Chevrolet Amesbury Special Roadster

When William Durant, having been pushed out of General Motors, decided to re-enter the automobile business, it was to engineer and racing driver Louis Chevrolet that he turned. As an interim measure he brought out a light car called the Little, but Durant had in mind a more substantial automobile. Louis Chevrolet, meanwhile, envisioned an even larger car than Durant wanted, and so when the first Chevrolet car, the Classic Six, debuted in 1912, it weighed nearly 4,000 pounds and sold for $2,250.
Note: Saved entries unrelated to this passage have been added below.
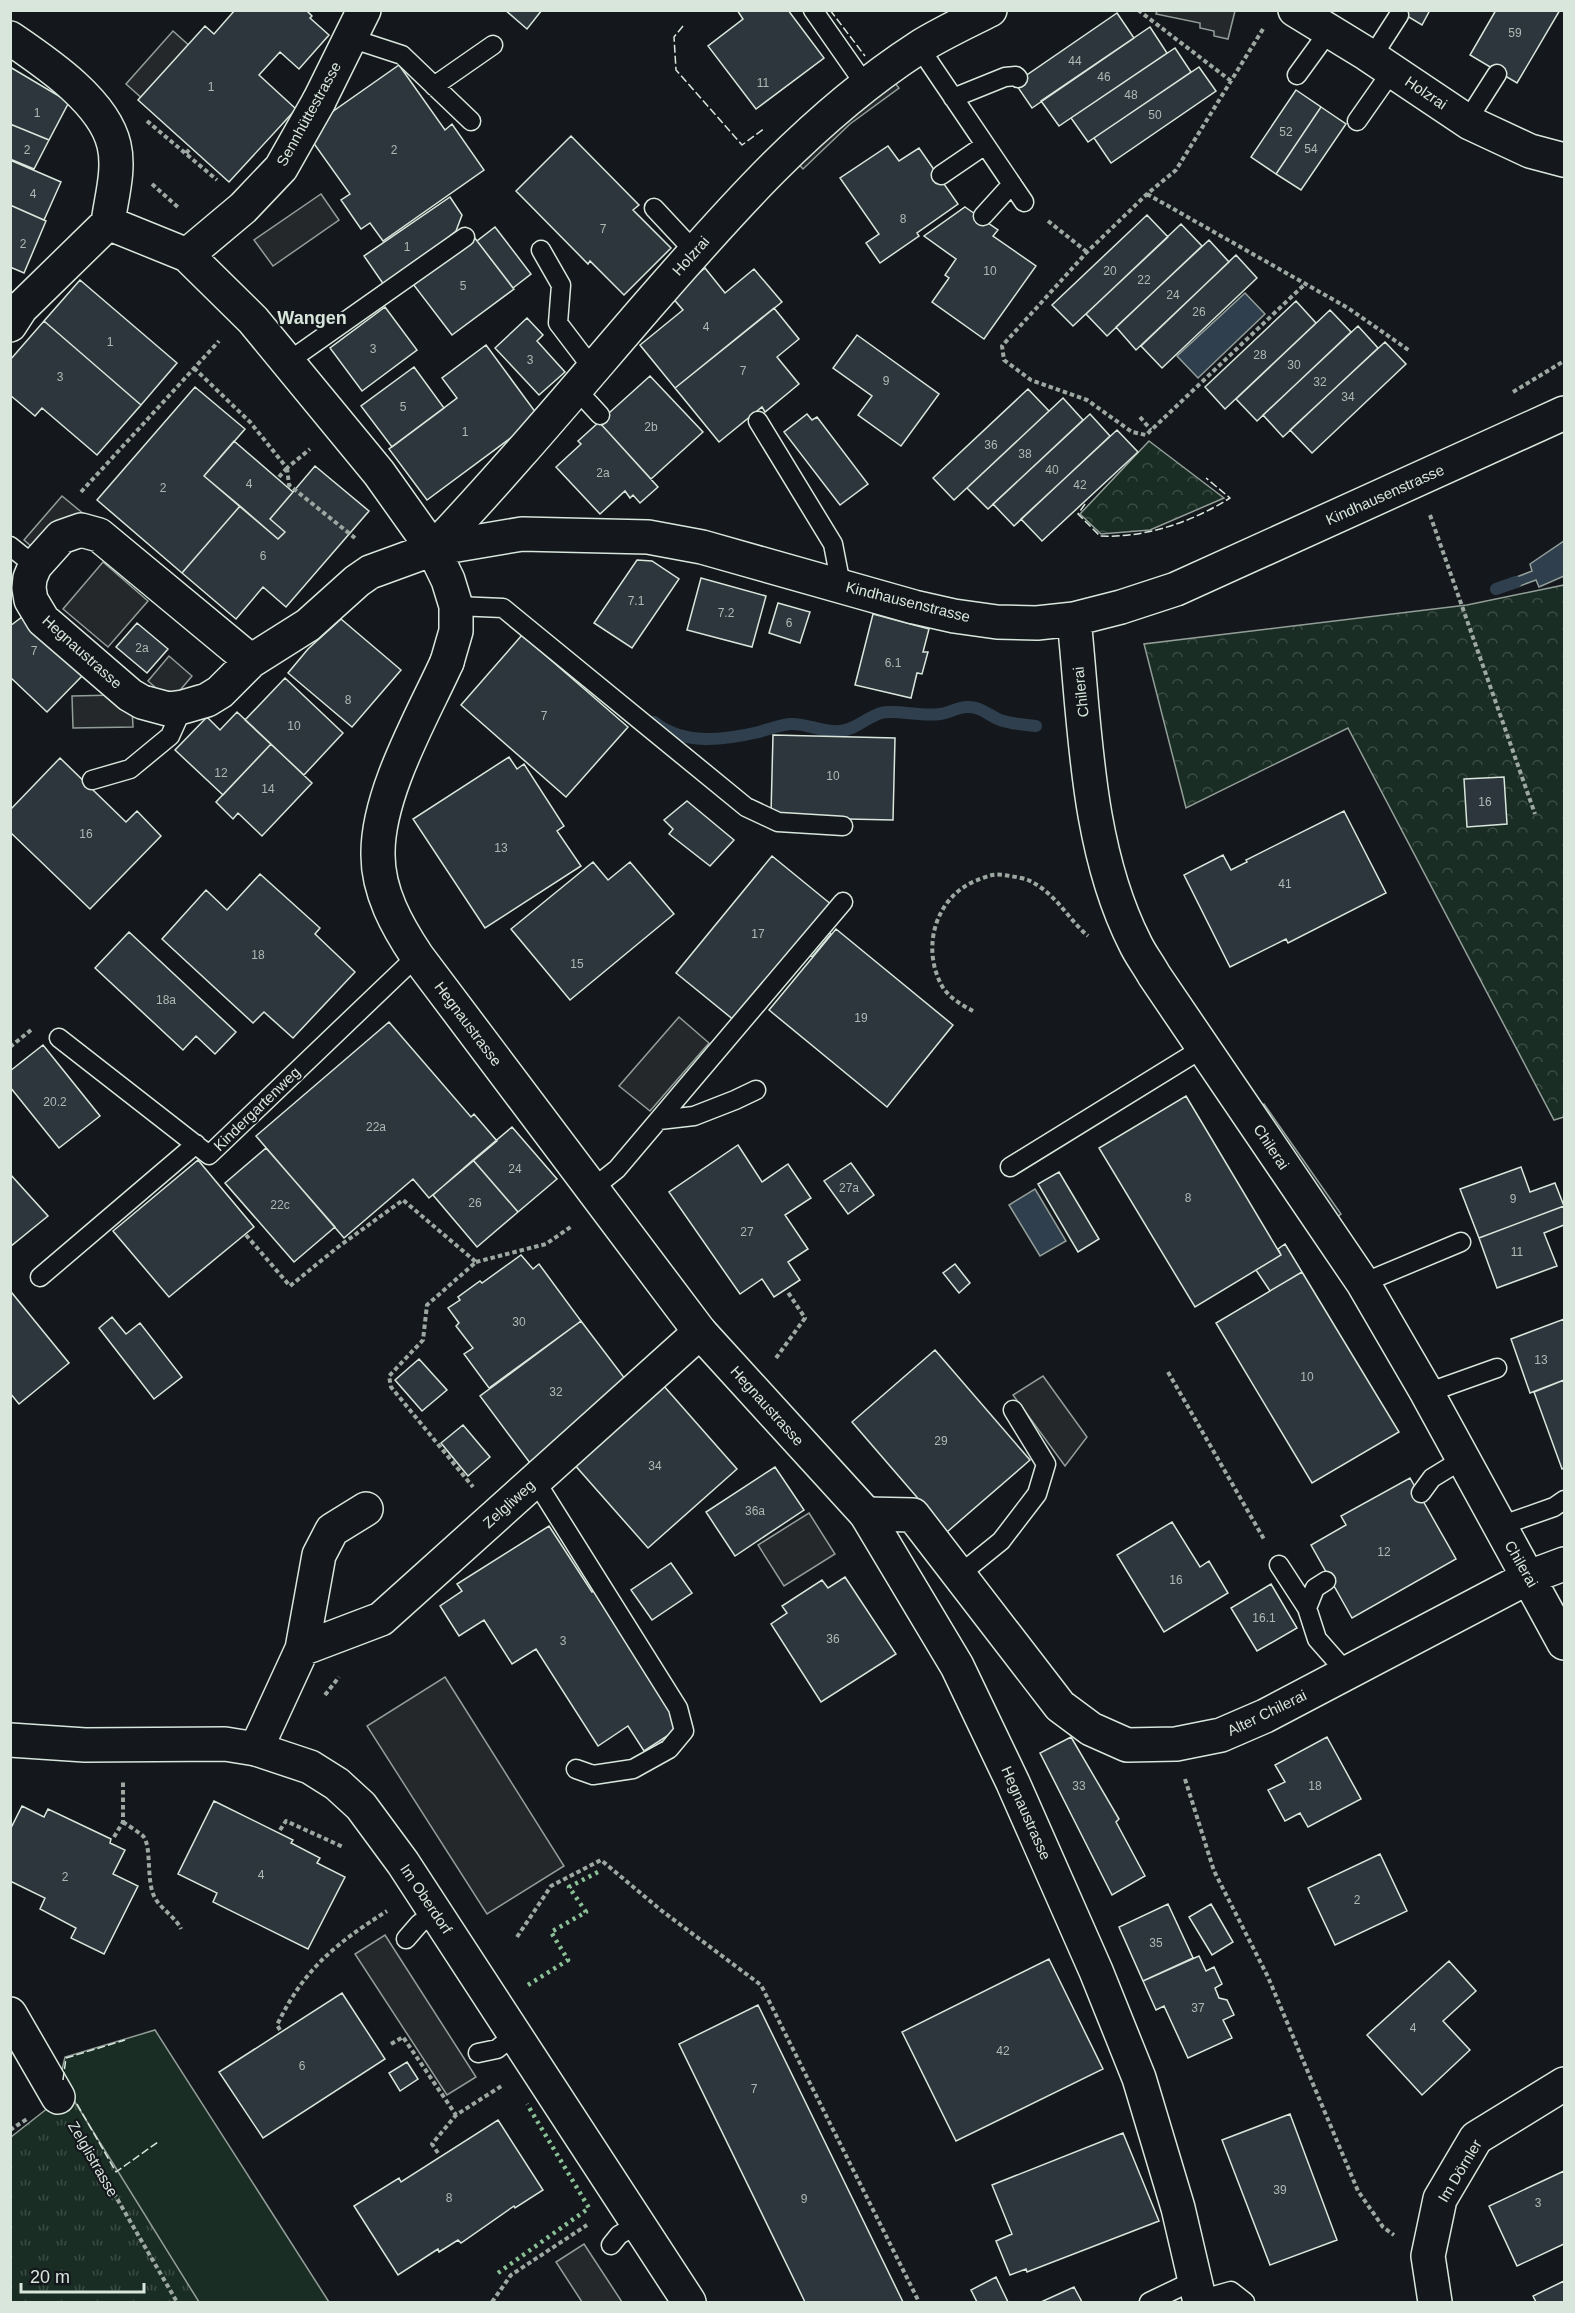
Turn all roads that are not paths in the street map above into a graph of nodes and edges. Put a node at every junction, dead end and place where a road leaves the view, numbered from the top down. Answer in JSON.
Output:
{"nodes":[{"id":1,"x":813,"y":10,"type":"edge"},
{"id":2,"x":975,"y":14,"type":"edge"},
{"id":3,"x":1399,"y":15,"type":"dead end"},
{"id":4,"x":1282,"y":16,"type":"edge"},
{"id":5,"x":357,"y":24,"type":"edge"},
{"id":6,"x":1329,"y":31,"type":"junction"},
{"id":7,"x":10,"y":38,"type":"edge"},
{"id":8,"x":493,"y":45,"type":"dead end"},
{"id":9,"x":919,"y":48,"type":"junction"},
{"id":10,"x":1382,"y":64,"type":"junction"},
{"id":11,"x":1497,"y":74,"type":"dead end"},
{"id":12,"x":1296,"y":75,"type":"dead end"},
{"id":13,"x":1018,"y":78,"type":"dead end"},
{"id":14,"x":434,"y":86,"type":"junction"},
{"id":15,"x":866,"y":86,"type":"junction"},
{"id":16,"x":953,"y":98,"type":"junction"},
{"id":17,"x":471,"y":121,"type":"dead end"},
{"id":18,"x":1357,"y":121,"type":"dead end"},
{"id":19,"x":1467,"y":121,"type":"junction"},
{"id":20,"x":985,"y":145,"type":"junction"},
{"id":21,"x":1564,"y":160,"type":"edge"},
{"id":22,"x":941,"y":175,"type":"dead end"},
{"id":23,"x":1012,"y":184,"type":"junction"},
{"id":24,"x":1024,"y":202,"type":"road end"},
{"id":25,"x":654,"y":208,"type":"dead end"},
{"id":26,"x":983,"y":216,"type":"dead end"},
{"id":27,"x":108,"y":223,"type":"junction"},
{"id":28,"x":465,"y":237,"type":"dead end"},
{"id":29,"x":541,"y":250,"type":"dead end"},
{"id":30,"x":695,"y":252,"type":"junction"},
{"id":31,"x":187,"y":255,"type":"junction"},
{"id":32,"x":14,"y":313,"type":"edge"},
{"id":33,"x":289,"y":361,"type":"junction"},
{"id":34,"x":584,"y":379,"type":"junction"},
{"id":35,"x":1564,"y":413,"type":"edge"},
{"id":36,"x":600,"y":415,"type":"dead end"},
{"id":37,"x":758,"y":421,"type":"dead end"},
{"id":38,"x":10,"y":546,"type":"edge"},
{"id":39,"x":432,"y":549,"type":"junction"},
{"id":40,"x":35,"y":566,"type":"junction"},
{"id":41,"x":841,"y":585,"type":"junction"},
{"id":42,"x":456,"y":606,"type":"junction"},
{"id":43,"x":1074,"y":619,"type":"junction"},
{"id":44,"x":251,"y":660,"type":"junction"},
{"id":45,"x":183,"y":707,"type":"junction"},
{"id":46,"x":92,"y":780,"type":"dead end"},
{"id":47,"x":843,"y":826,"type":"dead end"},
{"id":48,"x":843,"y":902,"type":"dead end"},
{"id":49,"x":417,"y":956,"type":"junction"},
{"id":50,"x":59,"y":1038,"type":"dead end"},
{"id":51,"x":1203,"y":1048,"type":"junction"},
{"id":52,"x":756,"y":1089,"type":"dead end"},
{"id":53,"x":659,"y":1120,"type":"junction"},
{"id":54,"x":196,"y":1144,"type":"junction"},
{"id":55,"x":1010,"y":1167,"type":"dead end"},
{"id":56,"x":592,"y":1189,"type":"junction"},
{"id":57,"x":1461,"y":1242,"type":"dead end"},
{"id":58,"x":40,"y":1277,"type":"dead end"},
{"id":59,"x":1363,"y":1283,"type":"junction"},
{"id":60,"x":700,"y":1332,"type":"junction"},
{"id":61,"x":1497,"y":1368,"type":"dead end"},
{"id":62,"x":1427,"y":1393,"type":"junction"},
{"id":63,"x":1012,"y":1410,"type":"dead end"},
{"id":64,"x":1463,"y":1459,"type":"junction"},
{"id":65,"x":535,"y":1480,"type":"junction"},
{"id":66,"x":1421,"y":1493,"type":"dead end"},
{"id":67,"x":1564,"y":1500,"type":"edge"},
{"id":68,"x":366,"y":1509,"type":"dead end"},
{"id":69,"x":866,"y":1514,"type":"junction"},
{"id":70,"x":1500,"y":1526,"type":"junction"},
{"id":71,"x":1564,"y":1564,"type":"edge"},
{"id":72,"x":1279,"y":1565,"type":"road end"},
{"id":73,"x":959,"y":1575,"type":"junction"},
{"id":74,"x":1529,"y":1577,"type":"junction"},
{"id":75,"x":1326,"y":1581,"type":"dead end"},
{"id":76,"x":1307,"y":1608,"type":"junction"},
{"id":77,"x":1564,"y":1643,"type":"edge"},
{"id":78,"x":302,"y":1649,"type":"junction"},
{"id":79,"x":1347,"y":1673,"type":"junction"},
{"id":80,"x":10,"y":1740,"type":"edge"},
{"id":81,"x":256,"y":1749,"type":"junction"},
{"id":82,"x":576,"y":1769,"type":"dead end"},
{"id":83,"x":428,"y":1902,"type":"junction"},
{"id":84,"x":406,"y":1939,"type":"dead end"},
{"id":85,"x":10,"y":2014,"type":"edge"},
{"id":86,"x":516,"y":2034,"type":"junction"},
{"id":87,"x":478,"y":2053,"type":"dead end"},
{"id":88,"x":1564,"y":2084,"type":"edge"},
{"id":89,"x":58,"y":2097,"type":"road end"},
{"id":90,"x":638,"y":2224,"type":"junction"},
{"id":91,"x":611,"y":2245,"type":"dead end"},
{"id":92,"x":1196,"y":2296,"type":"edge"},
{"id":93,"x":689,"y":2302,"type":"edge"},
{"id":94,"x":1149,"y":2302,"type":"edge"},
{"id":95,"x":1245,"y":2302,"type":"edge"},
{"id":96,"x":1435,"y":2302,"type":"edge"}],
"edges":[{"from":1,"to":15,"type":"lane"},
{"from":2,"to":9,"type":"street","name":"Holzrai"},
{"from":3,"to":10,"type":"lane"},
{"from":4,"to":6,"type":"street","name":"Holzrai"},
{"from":5,"to":14,"type":"lane"},
{"from":5,"to":31,"type":"street","name":"Sennhüttestrasse"},
{"from":6,"to":10,"type":"street","name":"Holzrai"},
{"from":6,"to":12,"type":"lane"},
{"from":7,"to":27,"type":"street"},
{"from":8,"to":14,"type":"lane"},
{"from":9,"to":15,"type":"street","name":"Holzrai"},
{"from":9,"to":16,"type":"lane"},
{"from":10,"to":18,"type":"lane"},
{"from":10,"to":19,"type":"street","name":"Holzrai"},
{"from":11,"to":19,"type":"lane"},
{"from":13,"to":16,"type":"lane"},
{"from":14,"to":17,"type":"lane"},
{"from":15,"to":30,"type":"street","name":"Holzrai"},
{"from":16,"to":20,"type":"lane"},
{"from":19,"to":21,"type":"street","name":"Holzrai"},
{"from":20,"to":22,"type":"lane"},
{"from":20,"to":23,"type":"lane"},
{"from":23,"to":24,"type":"lane"},
{"from":23,"to":26,"type":"lane"},
{"from":25,"to":30,"type":"lane"},
{"from":27,"to":31,"type":"street"},
{"from":27,"to":32,"type":"street"},
{"from":28,"to":33,"type":"lane"},
{"from":29,"to":34,"type":"lane"},
{"from":30,"to":34,"type":"street","name":"Holzrai"},
{"from":31,"to":33,"type":"street","name":"Hegnaustrasse"},
{"from":33,"to":39,"type":"street","name":"Hegnaustrasse"},
{"from":34,"to":36,"type":"lane"},
{"from":34,"to":39,"type":"street","name":"Holzrai"},
{"from":35,"to":43,"type":"street","name":"Kindhausenstrasse"},
{"from":37,"to":41,"type":"lane"},
{"from":38,"to":40,"type":"lane"},
{"from":39,"to":41,"type":"street","name":"Kindhausenstrasse"},
{"from":39,"to":42,"type":"street","name":"Hegnaustrasse"},
{"from":39,"to":44,"type":"street","name":"Hegnaustrasse"},
{"from":40,"to":44,"type":"street"},
{"from":40,"to":45,"type":"street","name":"Hegnaustrasse"},
{"from":41,"to":43,"type":"street","name":"Kindhausenstrasse"},
{"from":42,"to":47,"type":"lane"},
{"from":42,"to":49,"type":"street","name":"Hegnaustrasse"},
{"from":43,"to":51,"type":"street","name":"Chilerai"},
{"from":44,"to":45,"type":"street","name":"Hegnaustrasse"},
{"from":45,"to":46,"type":"lane"},
{"from":48,"to":53,"type":"lane"},
{"from":49,"to":54,"type":"lane","name":"Kindergartenweg"},
{"from":49,"to":56,"type":"street","name":"Hegnaustrasse"},
{"from":50,"to":54,"type":"lane","name":"Kindergartenweg"},
{"from":51,"to":55,"type":"lane"},
{"from":51,"to":59,"type":"street","name":"Chilerai"},
{"from":52,"to":53,"type":"lane"},
{"from":53,"to":56,"type":"lane"},
{"from":54,"to":58,"type":"lane"},
{"from":56,"to":60,"type":"street","name":"Hegnaustrasse"},
{"from":57,"to":59,"type":"lane"},
{"from":59,"to":62,"type":"street","name":"Chilerai"},
{"from":60,"to":65,"type":"street","name":"Zelgliweg"},
{"from":60,"to":69,"type":"street","name":"Hegnaustrasse"},
{"from":61,"to":62,"type":"lane"},
{"from":62,"to":64,"type":"street","name":"Chilerai"},
{"from":63,"to":73,"type":"lane"},
{"from":64,"to":66,"type":"lane"},
{"from":64,"to":70,"type":"street","name":"Chilerai"},
{"from":65,"to":78,"type":"street","name":"Zelgliweg"},
{"from":65,"to":82,"type":"lane"},
{"from":67,"to":70,"type":"lane"},
{"from":68,"to":78,"type":"street"},
{"from":69,"to":73,"type":"street","name":"Alter Chilerai"},
{"from":69,"to":92,"type":"street","name":"Hegnaustrasse"},
{"from":70,"to":74,"type":"street","name":"Chilerai"},
{"from":71,"to":74,"type":"street","name":"Alter Chilerai"},
{"from":72,"to":76,"type":"lane"},
{"from":73,"to":79,"type":"street","name":"Alter Chilerai"},
{"from":74,"to":77,"type":"street","name":"Chilerai"},
{"from":74,"to":79,"type":"street","name":"Alter Chilerai"},
{"from":75,"to":76,"type":"lane"},
{"from":76,"to":79,"type":"lane"},
{"from":78,"to":81,"type":"street"},
{"from":80,"to":81,"type":"street","name":"Im Oberdorf"},
{"from":81,"to":83,"type":"street","name":"Im Oberdorf"},
{"from":83,"to":84,"type":"lane"},
{"from":83,"to":86,"type":"street","name":"Im Oberdorf"},
{"from":85,"to":89,"type":"street"},
{"from":86,"to":87,"type":"lane"},
{"from":86,"to":90,"type":"street","name":"Im Oberdorf"},
{"from":88,"to":96,"type":"street","name":"Im Dörnler"},
{"from":90,"to":91,"type":"lane"},
{"from":90,"to":93,"type":"street","name":"Im Oberdorf"},
{"from":92,"to":94,"type":"lane"},
{"from":92,"to":95,"type":"lane"}]}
That was clearly not a car with which to battle Henry Ford, so a crash program was begun for a smaller, less-expensive car. The result was the H-series Chevrolet of 1914, with a 170.9-cubic inch ohv four designed by Arthur Mason. This basic engine would remain in production through 1928. The H-series, which included the Royal Mail tourer and Amesbury Special roadster, was Chevrolet’s mainstay until the arrival of the low-price 490 in 1916.

Early Chevrolets are rare, the Amesbury Special particularly so.

This car was auctioned off by RM Auctions in October of 2010 at the Hershey Lodge, Hershey, Pennsylvania.

24 hp, 170.9 cu. in. ohv inline four-cylinder engine, three-speed manual transmission, solid front axle and live rear axle with semi-elliptic leaf springs, and two-wheel mechanical brakes. Wheelbase: 106".